--- Extracted material Enclosed Below ---

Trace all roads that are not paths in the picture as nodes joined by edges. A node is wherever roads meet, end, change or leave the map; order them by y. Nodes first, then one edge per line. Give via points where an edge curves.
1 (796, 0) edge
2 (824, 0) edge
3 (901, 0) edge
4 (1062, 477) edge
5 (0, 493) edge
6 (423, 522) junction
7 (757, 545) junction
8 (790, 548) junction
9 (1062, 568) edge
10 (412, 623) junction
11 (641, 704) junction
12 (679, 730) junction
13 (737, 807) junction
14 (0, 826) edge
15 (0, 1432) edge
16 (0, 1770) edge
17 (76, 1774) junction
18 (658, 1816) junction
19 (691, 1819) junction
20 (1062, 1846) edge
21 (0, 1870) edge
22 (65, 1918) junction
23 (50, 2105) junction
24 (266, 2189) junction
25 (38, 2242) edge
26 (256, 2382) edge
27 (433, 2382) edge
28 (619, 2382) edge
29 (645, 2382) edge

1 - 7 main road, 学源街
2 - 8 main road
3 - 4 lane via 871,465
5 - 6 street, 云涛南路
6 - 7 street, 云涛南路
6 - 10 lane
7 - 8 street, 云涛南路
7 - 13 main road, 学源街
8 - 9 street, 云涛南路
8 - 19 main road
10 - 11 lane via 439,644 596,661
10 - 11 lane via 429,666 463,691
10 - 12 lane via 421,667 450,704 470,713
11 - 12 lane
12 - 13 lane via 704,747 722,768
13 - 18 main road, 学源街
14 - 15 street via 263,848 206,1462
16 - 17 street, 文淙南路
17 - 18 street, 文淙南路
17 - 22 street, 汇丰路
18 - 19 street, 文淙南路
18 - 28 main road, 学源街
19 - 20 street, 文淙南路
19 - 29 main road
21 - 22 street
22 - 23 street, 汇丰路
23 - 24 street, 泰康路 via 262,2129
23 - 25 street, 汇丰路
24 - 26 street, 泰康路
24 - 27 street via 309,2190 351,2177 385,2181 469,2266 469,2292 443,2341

--- End of Enclosed Extracted material ---

About this task:
Word for word, write out all of the entries.

Finished task:
Trace all roads that are not paths in the picture as nodes joined by edges. A node is wherever roads meet, end, change or leave the map; order them by y. Nodes first, then one edge per line. Give via points where an edge curves.
1 (796, 0) edge
2 (824, 0) edge
3 (901, 0) edge
4 (1062, 477) edge
5 (0, 493) edge
6 (423, 522) junction
7 (757, 545) junction
8 (790, 548) junction
9 (1062, 568) edge
10 (412, 623) junction
11 (641, 704) junction
12 (679, 730) junction
13 (737, 807) junction
14 (0, 826) edge
15 (0, 1432) edge
16 (0, 1770) edge
17 (76, 1774) junction
18 (658, 1816) junction
19 (691, 1819) junction
20 (1062, 1846) edge
21 (0, 1870) edge
22 (65, 1918) junction
23 (50, 2105) junction
24 (266, 2189) junction
25 (38, 2242) edge
26 (256, 2382) edge
27 (433, 2382) edge
28 (619, 2382) edge
29 (645, 2382) edge

1 - 7 main road, 学源街
2 - 8 main road
3 - 4 lane via 871,465
5 - 6 street, 云涛南路
6 - 7 street, 云涛南路
6 - 10 lane
7 - 8 street, 云涛南路
7 - 13 main road, 学源街
8 - 9 street, 云涛南路
8 - 19 main road
10 - 11 lane via 439,644 596,661
10 - 11 lane via 429,666 463,691
10 - 12 lane via 421,667 450,704 470,713
11 - 12 lane
12 - 13 lane via 704,747 722,768
13 - 18 main road, 学源街
14 - 15 street via 263,848 206,1462
16 - 17 street, 文淙南路
17 - 18 street, 文淙南路
17 - 22 street, 汇丰路
18 - 19 street, 文淙南路
18 - 28 main road, 学源街
19 - 20 street, 文淙南路
19 - 29 main road
21 - 22 street
22 - 23 street, 汇丰路
23 - 24 street, 泰康路 via 262,2129
23 - 25 street, 汇丰路
24 - 26 street, 泰康路
24 - 27 street via 309,2190 351,2177 385,2181 469,2266 469,2292 443,2341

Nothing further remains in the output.